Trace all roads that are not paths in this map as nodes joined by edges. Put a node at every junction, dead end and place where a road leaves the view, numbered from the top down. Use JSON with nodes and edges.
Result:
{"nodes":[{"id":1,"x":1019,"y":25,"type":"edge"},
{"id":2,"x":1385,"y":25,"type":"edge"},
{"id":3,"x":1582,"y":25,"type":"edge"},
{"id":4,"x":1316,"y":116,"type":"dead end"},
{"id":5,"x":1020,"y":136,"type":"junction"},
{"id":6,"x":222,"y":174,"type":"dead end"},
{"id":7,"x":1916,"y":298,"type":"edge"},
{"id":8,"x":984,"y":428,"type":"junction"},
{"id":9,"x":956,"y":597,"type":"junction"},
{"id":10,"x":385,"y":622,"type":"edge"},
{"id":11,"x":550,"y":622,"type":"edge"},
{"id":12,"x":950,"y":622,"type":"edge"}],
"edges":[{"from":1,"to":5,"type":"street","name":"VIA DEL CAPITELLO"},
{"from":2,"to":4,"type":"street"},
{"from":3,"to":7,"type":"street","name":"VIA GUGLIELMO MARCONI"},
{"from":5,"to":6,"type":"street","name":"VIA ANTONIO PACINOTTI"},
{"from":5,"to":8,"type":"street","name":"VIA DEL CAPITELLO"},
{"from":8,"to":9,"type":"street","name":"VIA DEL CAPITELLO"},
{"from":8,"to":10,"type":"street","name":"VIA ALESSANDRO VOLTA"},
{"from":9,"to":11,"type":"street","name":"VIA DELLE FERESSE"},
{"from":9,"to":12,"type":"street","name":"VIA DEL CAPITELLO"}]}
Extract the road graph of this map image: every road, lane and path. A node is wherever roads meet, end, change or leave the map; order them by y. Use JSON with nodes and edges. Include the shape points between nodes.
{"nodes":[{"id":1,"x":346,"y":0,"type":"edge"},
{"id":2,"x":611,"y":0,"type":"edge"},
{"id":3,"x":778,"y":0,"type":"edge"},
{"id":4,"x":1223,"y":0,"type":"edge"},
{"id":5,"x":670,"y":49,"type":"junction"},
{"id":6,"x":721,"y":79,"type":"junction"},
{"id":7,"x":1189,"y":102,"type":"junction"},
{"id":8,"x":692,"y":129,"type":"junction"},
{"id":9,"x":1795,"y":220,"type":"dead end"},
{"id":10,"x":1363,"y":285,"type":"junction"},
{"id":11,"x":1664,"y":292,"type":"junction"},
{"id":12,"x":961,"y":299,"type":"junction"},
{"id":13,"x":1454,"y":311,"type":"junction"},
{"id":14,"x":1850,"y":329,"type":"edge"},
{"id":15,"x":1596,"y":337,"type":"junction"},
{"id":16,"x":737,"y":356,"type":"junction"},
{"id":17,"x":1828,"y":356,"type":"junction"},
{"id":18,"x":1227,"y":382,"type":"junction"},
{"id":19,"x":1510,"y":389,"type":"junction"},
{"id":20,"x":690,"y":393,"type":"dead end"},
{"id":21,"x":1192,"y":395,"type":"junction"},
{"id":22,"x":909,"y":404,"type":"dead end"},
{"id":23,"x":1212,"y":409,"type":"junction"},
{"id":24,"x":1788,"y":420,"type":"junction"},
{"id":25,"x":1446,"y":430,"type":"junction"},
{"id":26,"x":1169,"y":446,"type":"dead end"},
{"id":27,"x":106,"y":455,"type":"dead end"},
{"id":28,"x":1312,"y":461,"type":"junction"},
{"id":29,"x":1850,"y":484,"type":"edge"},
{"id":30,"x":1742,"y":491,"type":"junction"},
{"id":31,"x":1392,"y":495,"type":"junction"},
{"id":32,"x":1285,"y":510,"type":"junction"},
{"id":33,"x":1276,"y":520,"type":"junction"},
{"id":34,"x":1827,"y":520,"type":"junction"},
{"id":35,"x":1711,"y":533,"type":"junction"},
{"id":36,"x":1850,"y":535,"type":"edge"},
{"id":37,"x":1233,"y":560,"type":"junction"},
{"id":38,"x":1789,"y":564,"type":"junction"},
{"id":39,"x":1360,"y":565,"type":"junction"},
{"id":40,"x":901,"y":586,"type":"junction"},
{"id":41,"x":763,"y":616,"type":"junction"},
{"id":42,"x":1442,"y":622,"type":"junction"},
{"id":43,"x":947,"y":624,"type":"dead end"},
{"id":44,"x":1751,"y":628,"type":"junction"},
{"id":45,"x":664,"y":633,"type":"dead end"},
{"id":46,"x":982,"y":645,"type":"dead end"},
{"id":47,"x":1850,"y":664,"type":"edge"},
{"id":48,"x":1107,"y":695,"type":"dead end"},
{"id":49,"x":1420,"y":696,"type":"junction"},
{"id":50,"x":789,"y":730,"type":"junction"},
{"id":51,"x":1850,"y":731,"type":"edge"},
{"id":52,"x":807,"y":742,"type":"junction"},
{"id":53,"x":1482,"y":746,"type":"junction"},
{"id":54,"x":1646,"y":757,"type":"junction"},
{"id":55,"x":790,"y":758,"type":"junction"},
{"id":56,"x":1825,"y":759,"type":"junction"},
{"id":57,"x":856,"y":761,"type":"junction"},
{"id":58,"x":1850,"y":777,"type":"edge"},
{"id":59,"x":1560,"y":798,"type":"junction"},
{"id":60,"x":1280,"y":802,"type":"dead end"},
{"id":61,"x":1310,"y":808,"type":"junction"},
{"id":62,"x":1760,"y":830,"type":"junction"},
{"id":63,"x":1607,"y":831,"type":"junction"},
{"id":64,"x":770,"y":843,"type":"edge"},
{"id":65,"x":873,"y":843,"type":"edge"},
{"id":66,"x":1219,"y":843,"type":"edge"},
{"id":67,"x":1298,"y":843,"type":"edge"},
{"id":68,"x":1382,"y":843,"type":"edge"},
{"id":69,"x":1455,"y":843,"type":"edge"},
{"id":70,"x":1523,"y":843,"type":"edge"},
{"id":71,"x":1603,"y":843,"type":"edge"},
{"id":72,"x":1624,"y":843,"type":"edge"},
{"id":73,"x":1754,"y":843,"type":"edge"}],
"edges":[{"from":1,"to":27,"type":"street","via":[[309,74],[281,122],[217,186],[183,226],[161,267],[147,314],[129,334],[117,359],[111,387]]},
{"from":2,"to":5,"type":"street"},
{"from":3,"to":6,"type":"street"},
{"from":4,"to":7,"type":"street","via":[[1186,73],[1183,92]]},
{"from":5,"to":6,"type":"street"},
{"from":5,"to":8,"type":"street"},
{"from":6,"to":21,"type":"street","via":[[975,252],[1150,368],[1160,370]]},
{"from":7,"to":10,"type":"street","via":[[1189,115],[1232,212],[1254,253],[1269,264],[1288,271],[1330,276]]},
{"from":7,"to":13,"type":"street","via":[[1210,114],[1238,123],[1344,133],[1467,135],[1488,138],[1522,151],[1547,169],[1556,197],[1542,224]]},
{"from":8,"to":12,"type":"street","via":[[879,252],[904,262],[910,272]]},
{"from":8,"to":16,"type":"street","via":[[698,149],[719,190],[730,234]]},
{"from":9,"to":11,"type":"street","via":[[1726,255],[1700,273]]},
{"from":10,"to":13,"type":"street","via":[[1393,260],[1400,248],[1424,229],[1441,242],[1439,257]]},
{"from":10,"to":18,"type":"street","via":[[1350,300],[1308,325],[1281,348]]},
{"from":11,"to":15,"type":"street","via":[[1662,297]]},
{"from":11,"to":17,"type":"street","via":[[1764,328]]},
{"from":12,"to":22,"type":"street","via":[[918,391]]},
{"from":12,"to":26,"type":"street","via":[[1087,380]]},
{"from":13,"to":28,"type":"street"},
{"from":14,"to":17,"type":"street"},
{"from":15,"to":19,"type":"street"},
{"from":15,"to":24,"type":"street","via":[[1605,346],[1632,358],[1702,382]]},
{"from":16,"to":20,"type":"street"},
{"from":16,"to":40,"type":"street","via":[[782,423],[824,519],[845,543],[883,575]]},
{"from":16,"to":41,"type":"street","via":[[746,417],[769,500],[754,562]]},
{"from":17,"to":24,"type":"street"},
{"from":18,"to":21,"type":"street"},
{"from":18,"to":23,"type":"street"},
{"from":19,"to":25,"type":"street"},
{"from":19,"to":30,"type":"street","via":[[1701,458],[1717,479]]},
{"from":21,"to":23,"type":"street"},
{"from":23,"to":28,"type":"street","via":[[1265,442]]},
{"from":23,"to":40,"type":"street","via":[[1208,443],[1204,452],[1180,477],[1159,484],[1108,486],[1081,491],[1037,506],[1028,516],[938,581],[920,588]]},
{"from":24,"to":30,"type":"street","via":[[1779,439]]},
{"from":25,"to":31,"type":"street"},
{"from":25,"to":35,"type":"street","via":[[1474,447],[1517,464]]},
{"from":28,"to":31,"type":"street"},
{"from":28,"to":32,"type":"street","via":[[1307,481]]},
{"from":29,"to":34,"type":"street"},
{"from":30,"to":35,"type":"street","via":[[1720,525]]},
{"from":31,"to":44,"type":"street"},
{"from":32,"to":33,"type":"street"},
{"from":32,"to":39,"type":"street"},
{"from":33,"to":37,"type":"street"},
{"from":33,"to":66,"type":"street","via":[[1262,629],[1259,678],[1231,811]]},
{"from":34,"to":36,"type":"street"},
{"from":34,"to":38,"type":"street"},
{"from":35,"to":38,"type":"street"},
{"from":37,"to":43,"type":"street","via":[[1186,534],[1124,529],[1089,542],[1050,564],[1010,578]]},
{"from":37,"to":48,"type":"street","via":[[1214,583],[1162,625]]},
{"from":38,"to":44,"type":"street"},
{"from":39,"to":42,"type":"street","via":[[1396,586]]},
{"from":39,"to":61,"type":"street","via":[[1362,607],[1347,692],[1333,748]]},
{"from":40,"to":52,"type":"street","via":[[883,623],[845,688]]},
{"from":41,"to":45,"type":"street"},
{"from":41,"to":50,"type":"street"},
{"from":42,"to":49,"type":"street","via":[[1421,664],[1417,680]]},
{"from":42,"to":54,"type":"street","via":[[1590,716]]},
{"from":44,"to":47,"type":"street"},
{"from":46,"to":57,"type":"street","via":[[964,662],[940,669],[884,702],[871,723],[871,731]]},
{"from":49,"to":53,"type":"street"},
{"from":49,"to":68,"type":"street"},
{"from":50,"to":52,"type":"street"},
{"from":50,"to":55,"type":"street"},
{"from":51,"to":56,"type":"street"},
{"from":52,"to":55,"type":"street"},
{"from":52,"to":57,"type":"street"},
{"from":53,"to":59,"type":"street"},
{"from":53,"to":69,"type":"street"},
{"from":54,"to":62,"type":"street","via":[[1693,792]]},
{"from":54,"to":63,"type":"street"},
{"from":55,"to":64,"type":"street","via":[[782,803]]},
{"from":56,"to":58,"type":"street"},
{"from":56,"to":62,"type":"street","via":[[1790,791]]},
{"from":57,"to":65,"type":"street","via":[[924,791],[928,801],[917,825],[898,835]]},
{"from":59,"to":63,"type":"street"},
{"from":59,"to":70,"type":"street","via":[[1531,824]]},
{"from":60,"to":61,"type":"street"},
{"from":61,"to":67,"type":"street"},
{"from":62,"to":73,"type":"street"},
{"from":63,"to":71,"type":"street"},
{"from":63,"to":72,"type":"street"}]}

- **Problem**
Within the listing, how many lines hold the string "this"? State that number alone.

- **Written answer**
2